Secondo quanto riportato da QN, Berlusconi e Galliani starebbero vorrebbero mettere a segno subito un grande colpo per il Monza. Si pensa ad Alberto Gilardini, attualmente svincolato, come rinforzo di lusso in attacco.


----------



## Milanforever26 (10 Settembre 2018)

Admin ha scritto:


> Secondo quanto riportato da QN, Berlusconi e Galliani starebbero vorrebbero mettere a segno subito un grande colpo per il Monza. Si pensa ad Alberto Gilardini, attualmente svincolato, come rinforzo di lusso in attacco.
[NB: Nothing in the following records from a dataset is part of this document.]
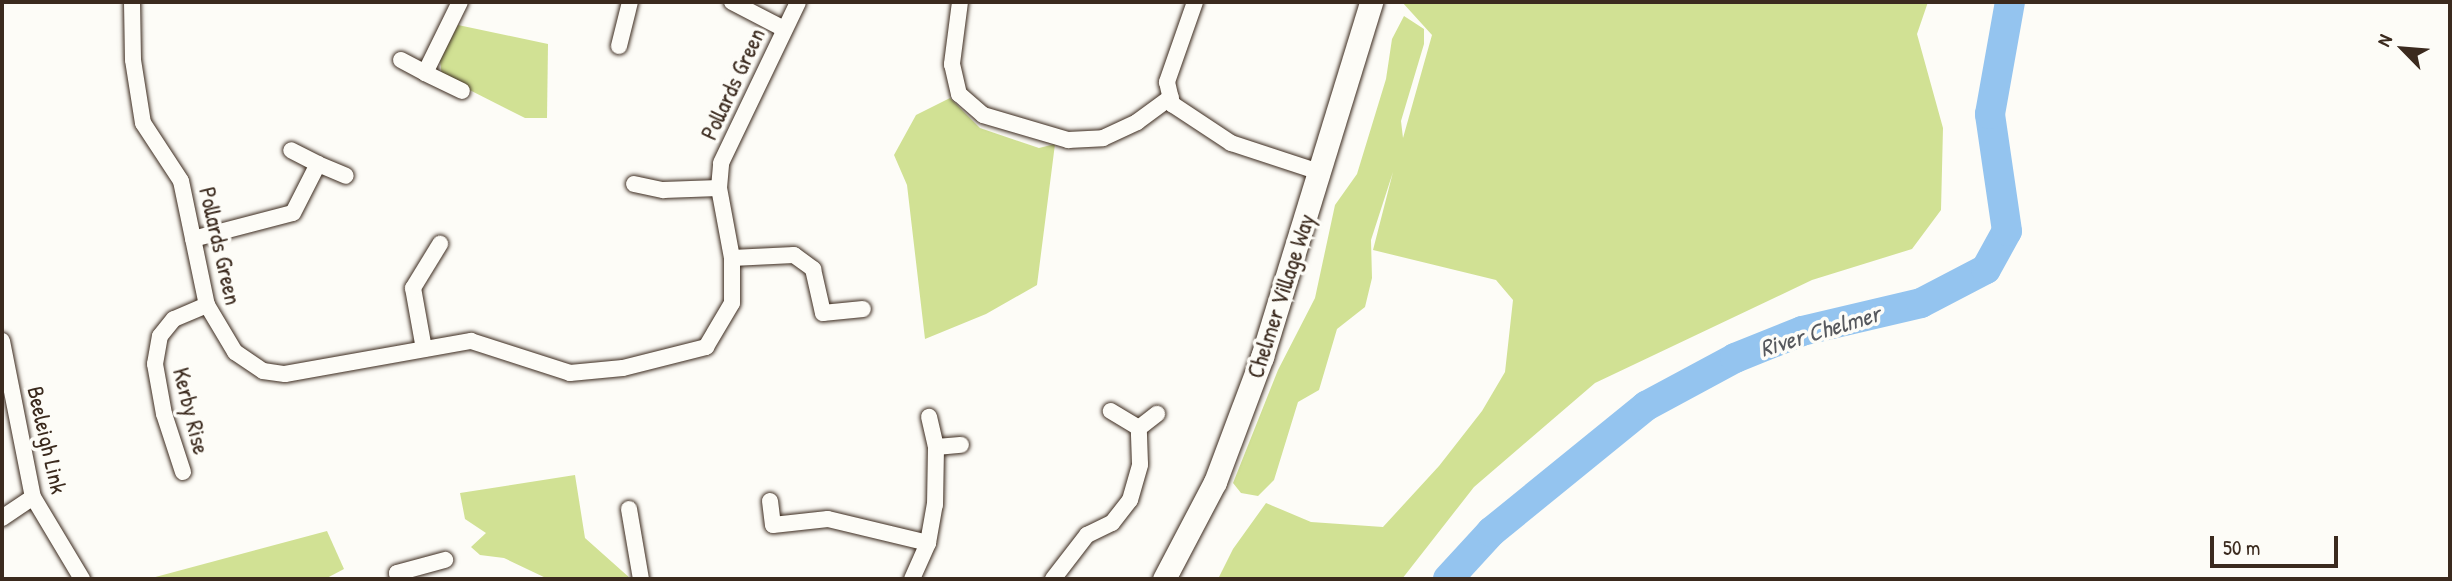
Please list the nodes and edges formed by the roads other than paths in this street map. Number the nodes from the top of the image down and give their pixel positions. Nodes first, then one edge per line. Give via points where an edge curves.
1 (131, 2) edge
2 (460, 2) edge
3 (630, 2) edge
4 (732, 2) edge
5 (798, 2) edge
6 (960, 2) edge
7 (1195, 2) edge
8 (1371, 2) edge
9 (784, 29) junction
10 (619, 46) dead end
11 (401, 60) dead end
12 (425, 73) junction
13 (462, 91) dead end
14 (1171, 97) junction
15 (290, 150) dead end
16 (318, 164) junction
17 (1322, 173) junction
18 (345, 176) dead end
19 (634, 184) dead end
20 (719, 188) junction
21 (192, 239) junction
22 (440, 243) dead end
23 (732, 258) junction
24 (207, 305) junction
25 (863, 309) dead end
26 (2, 341) edge
27 (424, 349) junction
28 (1111, 411) dead end
29 (1157, 414) dead end
30 (929, 417) dead end
31 (1139, 428) junction
32 (961, 445) dead end
33 (936, 447) junction
34 (183, 472) dead end
35 (33, 497) junction
36 (770, 501) dead end
37 (629, 509) dead end
38 (2, 518) edge
39 (928, 543) junction
40 (445, 560) dead end
41 (82, 579) edge
42 (398, 579) edge
43 (641, 579) edge
44 (912, 579) edge
45 (1053, 579) edge
46 (1164, 579) edge

1 - 21 street, Pollards Green via 142,123 181,181
2 - 12 street
3 - 10 street
4 - 9 street
5 - 9 street, Pollards Green
6 - 14 street via 952,64 959,94 983,115 1068,140 1103,138 1137,122
7 - 14 street via 1167,82
8 - 17 street, Chelmer Village Way
9 - 20 street, Pollards Green via 728,144
11 - 12 street
12 - 13 street
14 - 17 street via 1172,104 1231,144
15 - 16 street
16 - 18 street
16 - 21 street via 293,213
17 - 46 street, Chelmer Village Way via 1262,357 1215,482
19 - 20 street via 663,190
20 - 23 street, Pollards Green
21 - 24 street, Pollards Green
22 - 27 street via 413,288
23 - 25 street via 794,255 814,269 823,313
23 - 27 street, Pollards Green via 732,303 724,323 706,347 673,357 570,373 471,341
24 - 27 street, Pollards Green via 234,352 263,371 285,374
24 - 34 street, Kerby Rise via 174,319 160,336 155,364 164,414
26 - 35 street, Beeleigh Link
28 - 31 street
29 - 31 street
30 - 33 street
31 - 45 street via 1140,464 1130,500 1112,523 1087,535
32 - 33 street
33 - 39 street via 935,505
35 - 38 street
35 - 41 street, Beeleigh Link
36 - 39 street via 773,525 828,519
37 - 43 street
39 - 44 street
40 - 42 street via 397,573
Credo andrebbe e in serie C sarebbe un bomber da 20 gol in 20 partite


----------



## Zenos (10 Settembre 2018)

E a citofonare a destro no?


----------



## enigmistic02 (10 Settembre 2018)

Il perfetto esempio del fatto che se sarà Galliani a fare mercato, per il Monza saranno tempi grigissimi. Non conosce i giocatori se non i soliti, non sa costruire le squadre e non si affiderà mai ad altri.


----------



## 666psycho (10 Settembre 2018)

matri?


----------



## Interista Diventi Pazzo (10 Settembre 2018)

Admin ha scritto:


> Secondo quanto riportato da QN, Berlusconi e Galliani starebbero vorrebbero mettere a segno subito un grande colpo per il Monza. Si pensa ad Alberto Gilardini, attualmente svincolato, come rinforzo di lusso in attacco.



Mi aspetto anche il colpaccio Adebayor: "..certi amori non finiscono, fanno dei giri immensi e poi ritornano..."


----------